مَا خَلَقْنَاهُمَٓا اِلَّا بِالْحَقِّ وَلٰكِنَّ اَكْثَرَهُمْ لَا يَعْلَمُونَ
Ma halaknahuma illa bil hakkı ve lakinne ekserehum la ya'lemun.
Türkçe Kur'an Çözümü
Biz onları yalnızca Hak (Esma özelliklerimizin açığa çıkışı) olarak yarattık! Ne var ki onların çoğunluğu (bu hakikati) bilmezler.
Yeni Bir Anlayışın Işığında Kur'an Meali
Biz onları, gerçek bir amaç için yarattık. Fakat insanların çoğu bunu bilmezler.
Kur'an-ı Kerim Türkçe Meali
Biz onları ancak hak ve hikmete uygun olarak yarattık. Ama onların çoğu bilmiyorlar.
Mesaj: Kuran Çevirisi
Biz onları ancak belli bir amaca göre yarattık. Ne var ki onların çoğu bilmezler.
Kur'an-ı Hakim ve Meal-i Kerim
Biz bunları hakkın ikaamesine sebeb olmakdan başka (bir hikmetle) yaratmadık. Fakat onların çoğu (bunu) bilmezler.
Kur'an Mesajı
Bunların hiç birini (deruni bir) hakikatten yoksun yaratmış değiliz ama çoğu bunu anlamaz.
Kuran-ı Kerim ve Meali
Evet, onları hak ve hikmetle, ciddi maksat ve gayelerle yarattık, ama onların çoğu bunu anlamazlar.

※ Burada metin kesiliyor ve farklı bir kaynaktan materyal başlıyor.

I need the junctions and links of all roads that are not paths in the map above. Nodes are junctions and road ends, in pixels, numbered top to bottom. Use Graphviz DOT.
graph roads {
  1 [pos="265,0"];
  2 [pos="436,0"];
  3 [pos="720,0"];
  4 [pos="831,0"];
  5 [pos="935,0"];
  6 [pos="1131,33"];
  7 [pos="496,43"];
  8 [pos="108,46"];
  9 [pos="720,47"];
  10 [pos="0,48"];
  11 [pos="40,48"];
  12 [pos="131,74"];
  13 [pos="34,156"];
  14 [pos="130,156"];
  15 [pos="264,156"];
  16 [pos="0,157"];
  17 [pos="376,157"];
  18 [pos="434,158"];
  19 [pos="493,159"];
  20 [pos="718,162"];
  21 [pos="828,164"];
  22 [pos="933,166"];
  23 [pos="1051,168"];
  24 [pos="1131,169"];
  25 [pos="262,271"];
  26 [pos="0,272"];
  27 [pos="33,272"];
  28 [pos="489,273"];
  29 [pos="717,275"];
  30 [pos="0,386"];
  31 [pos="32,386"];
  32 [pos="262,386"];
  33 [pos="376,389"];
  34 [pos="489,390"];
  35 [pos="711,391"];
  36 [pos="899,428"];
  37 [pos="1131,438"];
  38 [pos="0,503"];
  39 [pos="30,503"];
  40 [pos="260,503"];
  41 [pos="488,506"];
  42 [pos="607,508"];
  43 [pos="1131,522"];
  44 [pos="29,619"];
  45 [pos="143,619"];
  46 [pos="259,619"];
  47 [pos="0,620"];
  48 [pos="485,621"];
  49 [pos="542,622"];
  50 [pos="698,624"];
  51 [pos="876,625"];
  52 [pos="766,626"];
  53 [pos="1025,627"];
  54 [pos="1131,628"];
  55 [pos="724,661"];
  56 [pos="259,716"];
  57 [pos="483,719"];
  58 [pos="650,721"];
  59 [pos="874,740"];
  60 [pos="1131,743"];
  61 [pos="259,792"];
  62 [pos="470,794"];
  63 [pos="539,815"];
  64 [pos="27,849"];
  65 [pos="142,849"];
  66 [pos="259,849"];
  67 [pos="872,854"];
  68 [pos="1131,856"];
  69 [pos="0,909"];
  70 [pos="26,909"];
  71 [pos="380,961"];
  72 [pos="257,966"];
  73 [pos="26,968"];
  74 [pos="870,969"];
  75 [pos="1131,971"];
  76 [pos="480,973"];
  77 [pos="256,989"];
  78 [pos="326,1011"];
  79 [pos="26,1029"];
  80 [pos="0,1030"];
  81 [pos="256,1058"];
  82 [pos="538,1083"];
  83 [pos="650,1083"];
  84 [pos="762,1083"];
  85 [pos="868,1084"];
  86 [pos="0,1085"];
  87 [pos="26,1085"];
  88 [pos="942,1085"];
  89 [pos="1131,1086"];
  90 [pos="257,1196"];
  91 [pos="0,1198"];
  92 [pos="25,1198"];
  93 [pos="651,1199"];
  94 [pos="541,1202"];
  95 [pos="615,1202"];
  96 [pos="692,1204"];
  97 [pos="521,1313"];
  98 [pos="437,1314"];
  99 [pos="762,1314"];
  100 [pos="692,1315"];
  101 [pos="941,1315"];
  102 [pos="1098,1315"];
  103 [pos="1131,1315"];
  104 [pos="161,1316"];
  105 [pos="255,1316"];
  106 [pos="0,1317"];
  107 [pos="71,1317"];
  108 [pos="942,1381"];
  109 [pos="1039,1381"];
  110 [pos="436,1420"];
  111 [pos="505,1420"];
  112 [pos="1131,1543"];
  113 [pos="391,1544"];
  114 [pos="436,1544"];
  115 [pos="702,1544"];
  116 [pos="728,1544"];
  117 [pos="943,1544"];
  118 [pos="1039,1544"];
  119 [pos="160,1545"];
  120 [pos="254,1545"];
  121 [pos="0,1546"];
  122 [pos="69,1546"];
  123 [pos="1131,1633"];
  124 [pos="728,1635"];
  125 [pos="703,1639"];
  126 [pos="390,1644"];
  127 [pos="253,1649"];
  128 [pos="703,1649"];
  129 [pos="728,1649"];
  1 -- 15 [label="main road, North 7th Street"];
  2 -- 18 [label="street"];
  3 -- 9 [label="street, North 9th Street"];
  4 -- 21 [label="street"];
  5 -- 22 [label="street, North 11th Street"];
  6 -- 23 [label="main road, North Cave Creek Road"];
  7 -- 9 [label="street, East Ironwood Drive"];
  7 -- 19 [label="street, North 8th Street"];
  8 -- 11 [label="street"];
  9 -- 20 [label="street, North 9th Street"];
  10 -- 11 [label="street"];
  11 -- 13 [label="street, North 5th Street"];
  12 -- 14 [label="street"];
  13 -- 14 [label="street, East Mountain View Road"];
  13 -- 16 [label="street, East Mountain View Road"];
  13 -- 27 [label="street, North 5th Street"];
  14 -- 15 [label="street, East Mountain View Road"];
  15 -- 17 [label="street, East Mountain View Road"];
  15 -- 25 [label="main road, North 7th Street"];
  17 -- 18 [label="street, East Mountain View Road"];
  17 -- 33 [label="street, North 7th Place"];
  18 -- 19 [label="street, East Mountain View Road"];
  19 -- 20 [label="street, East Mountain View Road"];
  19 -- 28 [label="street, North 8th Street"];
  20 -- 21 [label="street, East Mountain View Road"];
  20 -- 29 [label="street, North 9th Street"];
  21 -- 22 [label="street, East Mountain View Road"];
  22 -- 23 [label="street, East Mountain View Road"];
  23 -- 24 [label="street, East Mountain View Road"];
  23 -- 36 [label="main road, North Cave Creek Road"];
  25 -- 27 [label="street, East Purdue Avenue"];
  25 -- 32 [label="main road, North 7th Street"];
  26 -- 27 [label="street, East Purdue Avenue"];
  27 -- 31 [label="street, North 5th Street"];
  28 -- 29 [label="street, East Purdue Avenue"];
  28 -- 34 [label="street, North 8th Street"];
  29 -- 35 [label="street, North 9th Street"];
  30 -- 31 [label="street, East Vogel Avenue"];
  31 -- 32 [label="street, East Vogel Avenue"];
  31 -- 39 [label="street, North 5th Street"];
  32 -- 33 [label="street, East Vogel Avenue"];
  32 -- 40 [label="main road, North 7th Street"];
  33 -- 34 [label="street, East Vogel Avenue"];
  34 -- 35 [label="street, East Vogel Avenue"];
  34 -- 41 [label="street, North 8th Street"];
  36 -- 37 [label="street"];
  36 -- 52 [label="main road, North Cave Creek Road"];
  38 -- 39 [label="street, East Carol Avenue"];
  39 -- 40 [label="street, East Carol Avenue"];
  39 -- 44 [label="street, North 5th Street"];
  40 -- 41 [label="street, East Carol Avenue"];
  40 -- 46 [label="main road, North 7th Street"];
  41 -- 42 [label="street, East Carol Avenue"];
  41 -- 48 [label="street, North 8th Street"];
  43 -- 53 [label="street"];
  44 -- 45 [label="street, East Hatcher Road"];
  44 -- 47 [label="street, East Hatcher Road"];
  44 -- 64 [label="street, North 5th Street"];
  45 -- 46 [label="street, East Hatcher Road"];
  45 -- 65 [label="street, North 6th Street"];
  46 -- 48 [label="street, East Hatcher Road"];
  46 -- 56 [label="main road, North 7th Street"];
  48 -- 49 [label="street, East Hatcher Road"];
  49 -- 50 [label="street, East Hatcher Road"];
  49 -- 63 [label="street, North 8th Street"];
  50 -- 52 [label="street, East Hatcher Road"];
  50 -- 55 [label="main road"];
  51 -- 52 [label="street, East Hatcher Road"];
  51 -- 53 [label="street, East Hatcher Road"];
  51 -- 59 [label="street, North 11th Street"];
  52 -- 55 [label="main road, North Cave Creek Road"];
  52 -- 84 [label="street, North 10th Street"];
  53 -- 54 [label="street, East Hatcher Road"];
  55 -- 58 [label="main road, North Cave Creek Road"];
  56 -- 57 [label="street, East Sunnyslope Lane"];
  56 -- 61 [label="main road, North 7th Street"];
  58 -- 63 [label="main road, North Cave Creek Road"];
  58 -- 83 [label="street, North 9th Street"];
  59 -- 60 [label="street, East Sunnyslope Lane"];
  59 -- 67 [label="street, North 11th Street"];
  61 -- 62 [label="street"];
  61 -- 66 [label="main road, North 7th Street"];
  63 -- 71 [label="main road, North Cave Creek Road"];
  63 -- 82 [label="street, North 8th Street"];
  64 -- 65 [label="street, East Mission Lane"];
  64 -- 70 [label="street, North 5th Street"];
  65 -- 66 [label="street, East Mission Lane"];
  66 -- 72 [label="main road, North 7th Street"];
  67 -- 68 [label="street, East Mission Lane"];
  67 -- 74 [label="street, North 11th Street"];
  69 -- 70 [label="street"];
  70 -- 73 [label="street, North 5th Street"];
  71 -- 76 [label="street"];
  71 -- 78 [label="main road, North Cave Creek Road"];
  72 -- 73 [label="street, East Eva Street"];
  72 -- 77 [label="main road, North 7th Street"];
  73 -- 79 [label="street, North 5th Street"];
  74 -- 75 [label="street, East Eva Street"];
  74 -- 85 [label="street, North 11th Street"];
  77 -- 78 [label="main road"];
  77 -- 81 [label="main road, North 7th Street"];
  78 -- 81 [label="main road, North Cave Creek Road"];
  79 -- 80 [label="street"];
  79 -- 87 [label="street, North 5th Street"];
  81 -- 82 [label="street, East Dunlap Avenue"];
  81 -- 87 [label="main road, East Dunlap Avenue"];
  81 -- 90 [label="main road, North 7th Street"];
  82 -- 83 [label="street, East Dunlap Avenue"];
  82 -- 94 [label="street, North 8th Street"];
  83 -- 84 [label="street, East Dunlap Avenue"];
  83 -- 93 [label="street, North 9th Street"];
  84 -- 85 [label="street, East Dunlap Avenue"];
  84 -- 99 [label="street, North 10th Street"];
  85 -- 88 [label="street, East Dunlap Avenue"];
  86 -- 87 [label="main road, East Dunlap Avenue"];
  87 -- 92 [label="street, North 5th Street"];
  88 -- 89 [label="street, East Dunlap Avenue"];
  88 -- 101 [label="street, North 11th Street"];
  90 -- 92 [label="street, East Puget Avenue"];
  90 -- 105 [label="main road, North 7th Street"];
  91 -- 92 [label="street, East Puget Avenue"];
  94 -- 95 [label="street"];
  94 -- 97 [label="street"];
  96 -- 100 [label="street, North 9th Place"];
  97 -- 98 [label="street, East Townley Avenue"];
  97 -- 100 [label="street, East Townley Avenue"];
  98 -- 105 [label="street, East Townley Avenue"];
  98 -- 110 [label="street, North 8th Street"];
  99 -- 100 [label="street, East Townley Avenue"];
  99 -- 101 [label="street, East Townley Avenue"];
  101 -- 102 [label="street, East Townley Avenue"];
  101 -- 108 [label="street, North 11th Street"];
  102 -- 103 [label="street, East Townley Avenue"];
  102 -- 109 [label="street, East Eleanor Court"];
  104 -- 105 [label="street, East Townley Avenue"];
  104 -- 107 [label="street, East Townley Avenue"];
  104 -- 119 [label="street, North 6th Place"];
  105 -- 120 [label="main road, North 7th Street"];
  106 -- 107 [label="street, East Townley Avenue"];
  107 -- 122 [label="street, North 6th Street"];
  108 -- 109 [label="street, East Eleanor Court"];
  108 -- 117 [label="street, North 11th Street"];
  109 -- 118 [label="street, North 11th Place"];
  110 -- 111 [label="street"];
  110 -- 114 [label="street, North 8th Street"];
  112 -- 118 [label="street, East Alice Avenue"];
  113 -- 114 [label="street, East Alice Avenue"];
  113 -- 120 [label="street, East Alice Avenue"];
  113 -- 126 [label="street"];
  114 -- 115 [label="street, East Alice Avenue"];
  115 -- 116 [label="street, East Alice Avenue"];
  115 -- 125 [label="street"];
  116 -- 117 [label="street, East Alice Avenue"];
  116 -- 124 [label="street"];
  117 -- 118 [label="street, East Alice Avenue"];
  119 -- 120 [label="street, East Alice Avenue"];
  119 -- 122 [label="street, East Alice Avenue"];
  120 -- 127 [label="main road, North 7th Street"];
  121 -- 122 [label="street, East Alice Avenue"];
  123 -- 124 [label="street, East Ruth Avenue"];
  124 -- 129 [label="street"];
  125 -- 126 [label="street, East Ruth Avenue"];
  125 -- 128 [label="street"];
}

Kur'an-ı Kerim ve Yüce Meali
Onları sadece gerçek bir sebeple, (hikmetli bir gaye ile) yarattık. Fakat onların çoğu bilmiyorlar.
Kur'an-ı Kerim Meali
İkisini de, sadece gerçeği göstermek üzere yarattık. Ama onların çokları bilmiyorlar.
Hayat Kitabı Kur’an
lakin bunları, bir başka değil sadece gerçek bir amaç uğruna yarattık; ne var ki onların çoğu bunu kavramıyor.
Süleymaniye Vakfı Meali
Biz bütün bunları ciddi bir kararla yarattık ama onların çoğu bunu bilmezler.
Mesaj: Kuran Çevirisi
Biz onları ancak belli bir amaca göre yarattık. Ne var ki onların çoğu bilmezler.
The Quran: A Monotheist Translation
We did not create them except with the truth, but most of them do not know.

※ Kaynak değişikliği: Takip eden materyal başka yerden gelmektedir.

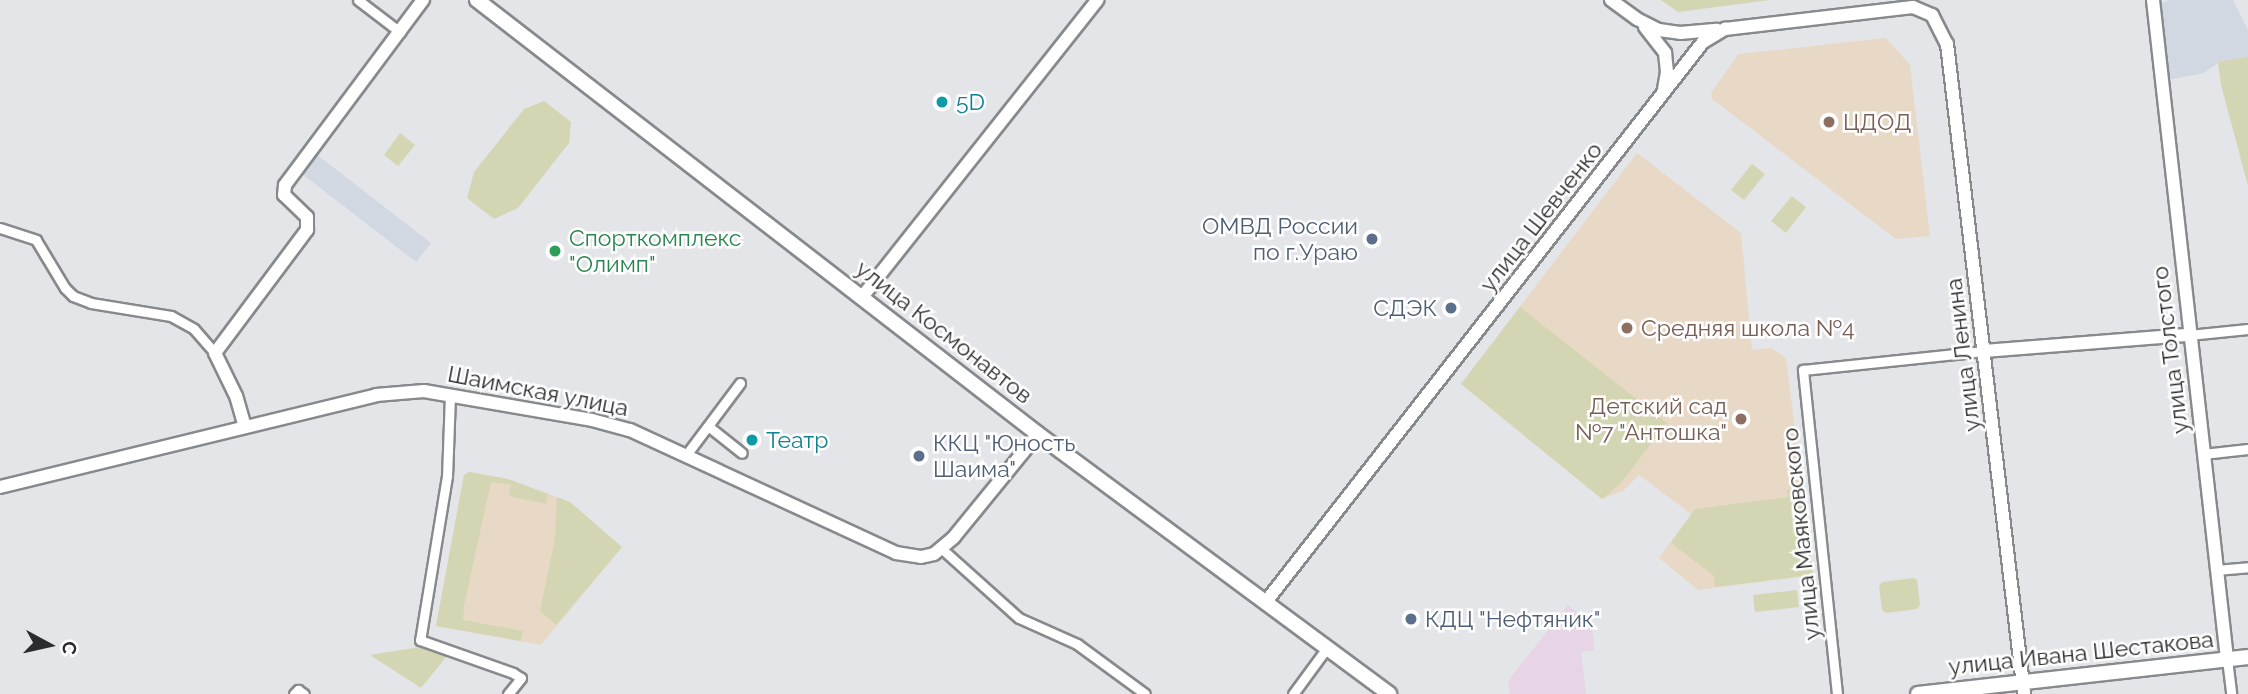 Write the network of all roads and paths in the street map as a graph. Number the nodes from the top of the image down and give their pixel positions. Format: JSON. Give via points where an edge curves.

Quran: A Reformist Translation
We did not create them except with the truth, but most of them do not know.
Al- Muntakhab
In effect We have not created both of them but in conformity with truth and in agreement with reality with soundness of judgment in the choice of means and ends; but, in darkness most of them walk on and they know not, nor do they even understand.
(Umm Muhammad, Mary Kennedy, Amatullah Bantley)
We did not create them except in truth, but most of them do not know.